Como não existe uma equipe do Corpo de Bombeiros de sobreaviso no Amajari, o grupo precisou ficar por 12 horas à espera de socorro, do fim da tarde de sábado até a madruga de domingo. Não fossem a falta de dispositivos de segurança e placas de sinalização, alertando para os perigos, os graves acidentes poderiam ter sido evitados. No entanto, a última sinalização realizada pelo governo ocorreu em 2017, cujas placas nem existem mais em sua maioria.

Diante da inércia por parte das autoridades, a Associação de Guias e Condutores de Tepequem (Aguiconte) elaborou um projeto para captar recursos e parcerias a fim de instalar dispositivos de segurança e sinalização para os atrativos, com prioridade para a Cachoeira Laje Verde, local do mais recente episódio com os turistas manauaras, uma vez que o atrativo é muito requisitado por turistas em qualquer época do ano.

A ação da Aguiconte é imprescindível, pois um Mapeamento Geológico-Geotécnico Voltado para a Preservação de Desastres, realizado na Serra de Tepequém pelo Serviço Geológico do Brasil (SBG-CPRM), apontou a necessidade de providências para garantir a segurança de todos, profissionais de turismo e turistas. Inclusive a Cachoeira da Laje Verde é a única que está classificada com Fator de Perigo Geológico e Hidrológico “Muito Alto” para queda de bloco rochoso e deslizamento.

Riscos geológicos apontados em mapeamento realizado em Tepequém pela CPRM

A atenção por parte das autoridades precisa ir mais além, como garantia de segurança na estrada, por exemplo. A rodovia estadual RR-203 acabou de passar por uma operação de tapa-buraco paliativa, mas o asfalto já está se desfazendo com o peso das caçambas que carregam massa asfáltica para pavimentação da estrada da Vila Trairão. A recuperação dessa estrada virou uma novela sem fim, desde 2020, como uma obra interminável e de má qualidade.  Sem contar que as pontes de madeira estão com suas estruturas comprometidas, além dos estrados quebrados, deteriorados ou soltos, precisando de urgente manutenção.
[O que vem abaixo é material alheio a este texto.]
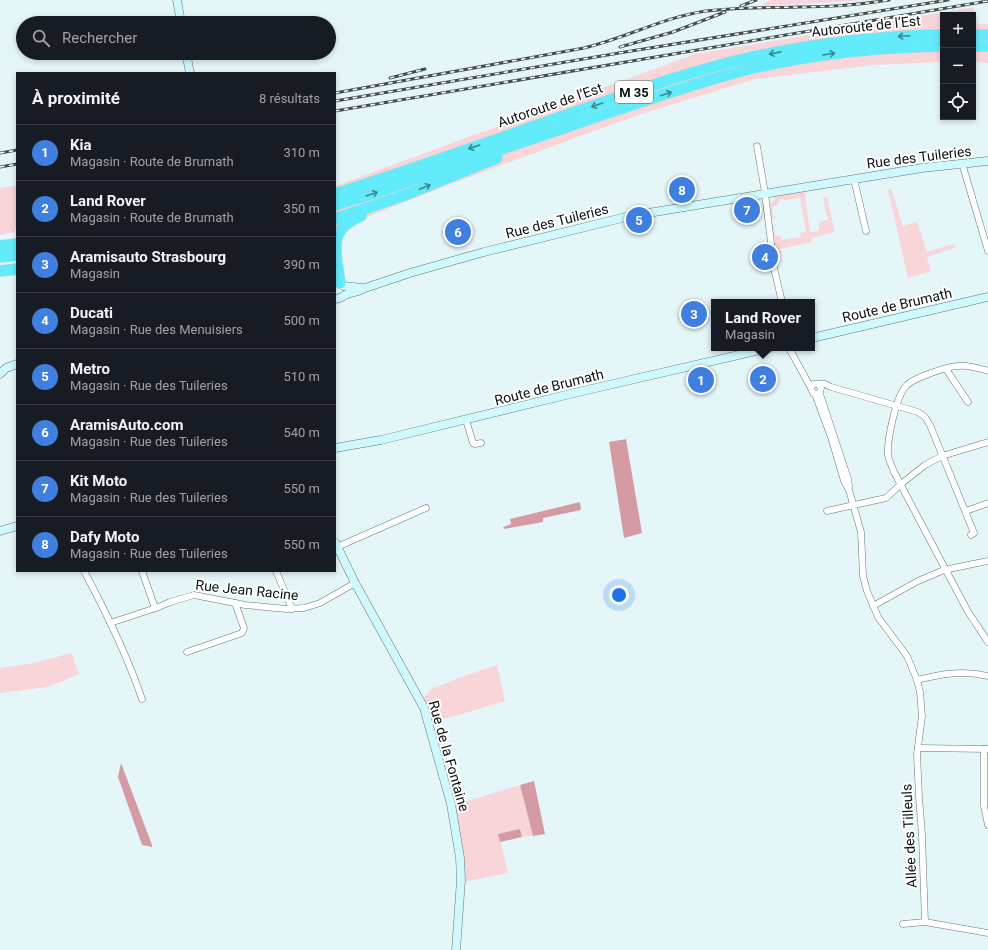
<!DOCTYPE html>
<html lang="fr">
<head>
<meta charset="utf-8">
<style>
	body { margin:0; font-family:Roboto,sans-serif; background:#242831; color:#f1f3f6 }
	.controls { position:absolute; right:12px; top:12px; display:grid; overflow:hidden; border-radius:0px; box-shadow:0 2px 6px #0003 }
	.controls button { width:36px; height:36px; display:grid; place-items:center; padding:0; border:0; border-bottom:1px solid #363941; background:#171b24; color:#f1f3f6; font:20px sans-serif }
	.you { position:absolute; left:619px; top:595px; width:14px; height:14px; margin:-10px; border:3px solid #fff; border-radius:50%; background:#1a73e8; box-shadow:0 0 0 6px #1a73e833 }
	.badge { display:grid; place-items:center; width:26px; height:26px; border-radius:50%; background:#db2777; color:#fff; font-size:13px; font-weight:700 }
	.pin { position:absolute; translate:-50% -50%; border:2px solid #fff; box-shadow:0 1px 4px #0006 }
	.popup { position:absolute; left:711px; top:299px; width:104px; height:52px; box-sizing:border-box; display:grid; place-content:center; border-radius:0px; background:#171b24; filter:drop-shadow(0 1px 3px #0005); font-size:13px; white-space:nowrap; color:#9ea1a6 }
	.popup b { font-size:15px; color:#f1f3f6 }
	.popup::after { content:''; position:absolute; left:50%; top:100%; margin-left:-8px; border:8px solid transparent; border-top-color:#171b24 }
	.list { margin:0; padding:0; list-style:none }
	h2 { display:flex; justify-content:space-between; align-items:center; height:52px; margin:0; padding:0 16px; font-size:17px }
	h2 small { font-size:13px; font-weight:400; color:#9ea1a6 }
	.list li { display:grid; grid-template-columns:26px 1fr auto; gap:12px; align-items:center; box-sizing:border-box; height:56px; padding:0 16px; border-top:1px solid #363941 }
	.list b { display:block; font-size:15px; white-space:nowrap }
	.list p { margin:0; font-size:13px; white-space:nowrap; color:#9ea1a6 }
	.list em { font-size:13px; font-style:normal; color:#9ea1a6 }
	.icon { flex:none; width:22px; height:22px; fill:none; stroke:currentColor; stroke-width:2; stroke-linecap:round; stroke-linejoin:round }
	.map { position:relative; flex:none; width:988px; height:950px; overflow:hidden }
	.search { position:absolute; background:#171b24; box-shadow:0 2px 6px #0003; left:16px; top:16px; width:320px; height:44px; display:flex; align-items:center; gap:10px; box-sizing:border-box; padding:0 14px; border-radius:22px; color:#9ea1a6; font-size:15px }
	.panel { position:absolute; background:#171b24; box-shadow:0 2px 6px #0003; left:16px; top:72px; width:320px; height:500px; border-radius:0px }
	.map>svg:first-child { display:block }
</style>
</head>
<body>
<div class="map">
<svg width="988" height="950" viewBox="0 0 988 950">
	<rect width="100%" height="100%" fill="#e5f6f8"/>
	<g fill="#f8d5d9">
		<polygon points="772,0 868,0 763,6 762,4"/>
		<polygon points="974,7 977,24 988,24 988,63 973,62 973,15 943,15 943,62 873,65 755,79 635,116 456,182 352,223 335,227 335,186 695,54"/>
		<polygon points="17,185 17,228 15,228 15,232 0,235 0,188"/>
		<polygon points="888,189 891,189 903,226 917,222 927,252 953,244 955,248 927,257 931,271 908,278"/>
		<polygon points="806,191 805,196 810,232 819,231 819,222 828,220 823,198 827,197 835,232 811,238 811,242 780,249 781,255 779,255 776,252 773,226 774,224 778,224 774,225 775,236 781,236 781,240 801,237 800,233 806,232 800,198 786,200 780,199 777,206 772,207 773,217 777,217 777,218 772,218 770,205 776,196"/>
		<polygon points="71,653 79,674 48,687 0,693 0,668 34,663"/>
		<polygon points="497,665 505,701 459,715 430,722 423,698 432,689 461,677"/>
		<polygon points="520,785 533,836 522,837 520,829 499,834 508,873 463,882 454,805"/>
	</g>
	<g fill="#d59ba4">
		<polygon points="626,439 642,533 624,538 609,442"/>
		<polygon points="580,502 581,510 543,518 543,522 504,529 503,527 511,524 510,519"/>
		<polygon points="121,763 152,845 152,847 142,845 118,777"/>
		<polygon points="534,781 545,834 533,836 520,785"/>
		<polygon points="520,829 522,837 500,842 498,834"/>
	</g>
	<g fill="none" stroke-linecap="round" stroke-linejoin="round">
		<defs>
			<g id="street">
				<polyline points="757,146 765,193 774,268 782,302"/>
				<polyline points="962,163 988,251"/>
				<polyline points="854,179 866,231"/>
				<polyline points="789,348 811,388"/>
				<polyline points="946,369 968,402"/>
				<path d="M988 371C978 368 968 365 958 366 948 366 914 378 907 385 896 395 887 440 888 455 889 461 892 466 894 472L967 610 988 642"/>
				<polyline points="819,385 821,388 820,392 817,394 813,393 811,388 813,384 825,384 831,387 918,412 925,417 930,425 974,533 971,535"/>
				<polyline points="815,394 831,437 844,481 849,490 861,532 863,576 867,591 878,617 907,656 917,680 920,692 922,716 917,754 919,797 922,835 925,922"/>
				<polyline points="820,394 848,479 849,486"/>
				<polyline points="466,420 473,443 475,444 481,443"/>
				<polyline points="827,511 886,498 901,484 925,465 942,456 988,442"/>
				<polyline points="966,511 988,503"/>
				<polyline points="337,547 426,508"/>
				<path d="M84 571C106 612 127 655 142 699"/>
				<polyline points="142,571 155,608"/>
				<polyline points="276,571 292,609"/>
				<polyline points="873,606 918,581 944,570 988,561"/>
				<polyline points="110,623 156,608 170,602 194,595 245,605 286,609 304,608 320,603 355,583"/>
				<polyline points="187,652 242,633 244,628 235,603"/>
				<path d="M917 680C941 674 963 670 988 676"/>
				<polyline points="918,748 988,749"/>
				<polyline points="984,749 984,806 988,825"/>
				<polyline points="903,924 925,922 988,933"/>
			</g>
			<g id="secondary">
				<polyline points="177,0 181,23"/>
				<polyline points="186,53 190,73"/>
				<polyline points="344,286 362,288"/>
				<path d="M335 299C340 299 340 298 345 295 351 292 359 292 365 288L410 273 484 252 630 216 922 168 988 161"/>
				<polyline points="812,338 988,297"/>
				<polyline points="0,374 6,368 17,364"/>
				<polyline points="335,448 381,440 574,393 769,348"/>
				<polyline points="0,531 17,526"/>
				<polyline points="335,542 355,583 424,708 451,804 460,858 461,880 456,950"/>
			</g>
			<g id="highway">
				<polyline points="973,35 988,35"/>
				<polyline points="973,46 988,46"/>
				<path d="M335 194C421 167 505 136 590 107 642 89 695 70 748 58 812 44 877 36 943 35"/>
				<path d="M335 205 371 194C451 167 530 139 610 112 656 97 702 81 749 69 812 54 878 47 943 46"/>
				<polyline points="335,219 405,195 497,158"/>
				<polyline points="0,246 17,244"/>
				<polyline points="0,257 17,255"/>
				<polyline points="0,271 17,269"/>
				<path d="M340 283C336 253 326 230 361 216"/>
			</g>
		</defs>
		<use href="#street" stroke="#677678" stroke-width="7"/>
		<use href="#secondary" stroke="#677678" stroke-width="9"/>
		<use href="#highway" stroke="#d3d4d4" stroke-width="12"/>
		<use href="#street" stroke="#fff" stroke-width="6"/>
		<use href="#secondary" stroke="#d0f9fe" stroke-width="8"/>
		<use href="#highway" stroke="#62ebfa" stroke-width="11"/>
		<defs>
			<g id="rail">
				<polyline points="741,6 756,0"/>
				<polyline points="620,47 673,32 725,12"/>
				<polyline points="390,78 425,69"/>
				<path d="M335 93 584 48C626 38 664 17 706 11 737 7 767 8 798 7 828 7 858 5 889 0"/>
				<polyline points="335,101 625,52 948,0"/>
				<polyline points="335,111 988,1"/>
				<polyline points="0,153 17,150"/>
				<polyline points="0,167 17,164"/>
			</g>
		</defs>
		<use href="#rail" stroke="#444d4e" stroke-width="3"/>
		<use href="#rail" stroke="#fff" stroke-width="1.5" stroke-dasharray="4.5" stroke-linecap="butt"/>
	</g>
	<defs><path id="oneway-shaft" d="M-6 0H5M1.5-3L5.5 0L1.5 3" fill="none" stroke-width="1.6" stroke-linecap="round" stroke-linejoin="round"/></defs>
	<g stroke="#3a8891">
		<use href="#oneway-shaft" transform="translate(904 36) rotate(177)"/>
		<use href="#oneway-shaft" transform="translate(775 53) rotate(169)"/>
		<use href="#oneway-shaft" transform="translate(829 54) rotate(-8)"/>
		<use href="#oneway-shaft" transform="translate(666 94) rotate(-18)"/>
		<use href="#oneway-shaft" transform="translate(597 105) rotate(161)"/>
		<use href="#oneway-shaft" transform="translate(474 147) rotate(161)"/>
		<use href="#oneway-shaft" transform="translate(425 187) rotate(-22)"/>
		<use href="#oneway-shaft" transform="translate(372 194) rotate(-18)"/>
	</g>
	<g text-anchor="middle" dominant-baseline="central" stroke-width="4" stroke-linejoin="round" paint-order="stroke">
		<rect fill="#fff" stroke="#545858" stroke-width="1" x="615" y="81" width="38" height="22" rx="3"/>
		<g font-size="13" font-weight="bold" fill="#0a1011">
			<text x="634" y="92">M 35</text>
		</g>
		<g font-size="14" fill="#0a1011" stroke="#fff">
			<text transform="translate(866 26) rotate(-6)">Autoroute de l’Est</text>
			<text transform="translate(550 105) rotate(-19)">Autoroute de l’Est</text>
			<text transform="translate(919 157) rotate(-7)">Rue des Tuileries</text>
			<text transform="translate(557 221) rotate(-14)">Rue des Tuileries</text>
			<text transform="translate(897 305) rotate(-13)">Route de Brumath</text>
			<text transform="translate(549 387) rotate(-14)">Route de Brumath</text>
			<text transform="translate(247 590) rotate(6)">Rue Jean Racine</text>
			<text transform="translate(449 756) rotate(74)">Rue de la Fontaine</text>
			<text transform="translate(909 836) rotate(-93)">Allée des Tilleuls</text>
		</g>
	</g>
</svg>
<div class="controls">
<button>+</button>
<button>−</button>
<button><svg class="icon" aria-label="locate" viewBox="0 0 24 24"><circle cx="12" cy="12" r="6"/><path d="M12 2v4M12 18v4M2 12h4M18 12h4"/></svg></button>
</div>
<div class="you"></div>
<div class="pin badge" style="left:701px;top:380px;background:#3f7fe0">1</div>
<div class="pin badge" style="left:763px;top:379px;background:#3f7fe0">2</div>
<div class="popup"><b>Land Rover</b>Magasin</div>
<div class="pin badge" style="left:694px;top:314px;background:#3f7fe0">3</div>
<div class="pin badge" style="left:765px;top:257px;background:#3f7fe0">4</div>
<div class="pin badge" style="left:639px;top:220px;background:#3f7fe0">5</div>
<div class="pin badge" style="left:458px;top:232px;background:#3f7fe0">6</div>
<div class="pin badge" style="left:747px;top:210px;background:#3f7fe0">7</div>
<div class="pin badge" style="left:682px;top:190px;background:#3f7fe0">8</div>
<div class="search"><svg class="icon" aria-label="search" viewBox="0 0 24 24"><circle cx="10" cy="10" r="6"/><path d="M15 15l6 6"/></svg>Rechercher</div>
<section class="panel">
<h2>À proximité<small>8 résultats</small></h2>
<ul class="list">
<li><span class="badge" style="background:#3f7fe0">1</span><div><b>Kia</b><p>Magasin · Route de Brumath</p></div><em>310 m</em></li>
<li><span class="badge" style="background:#3f7fe0">2</span><div><b>Land Rover</b><p>Magasin · Route de Brumath</p></div><em>350 m</em></li>
<li><span class="badge" style="background:#3f7fe0">3</span><div><b>Aramisauto Strasbourg</b><p>Magasin</p></div><em>390 m</em></li>
<li><span class="badge" style="background:#3f7fe0">4</span><div><b>Ducati</b><p>Magasin · Rue des Menuisiers</p></div><em>500 m</em></li>
<li><span class="badge" style="background:#3f7fe0">5</span><div><b>Metro</b><p>Magasin · Rue des Tuileries</p></div><em>510 m</em></li>
<li><span class="badge" style="background:#3f7fe0">6</span><div><b>AramisAuto.com</b><p>Magasin · Rue des Tuileries</p></div><em>540 m</em></li>
<li><span class="badge" style="background:#3f7fe0">7</span><div><b>Kit Moto</b><p>Magasin · Rue des Tuileries</p></div><em>550 m</em></li>
<li><span class="badge" style="background:#3f7fe0">8</span><div><b>Dafy Moto</b><p>Magasin · Rue des Tuileries</p></div><em>550 m</em></li>
</ul>
</section>
</div>
</body>
</html>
Infelizmente, essa é a realidade dos pontos turísticos de Roraima, que precisam de políticas públicas para garantir satisfação, segurança e bem-estar a todos que buscam contato com a natureza. Porém, pelo que se constata, providências só serão tomadas quando ocorrerem tragédias de grande repercussão e quando familiares de vítimas responsabilizarem as autoridades por negligência ou omissão.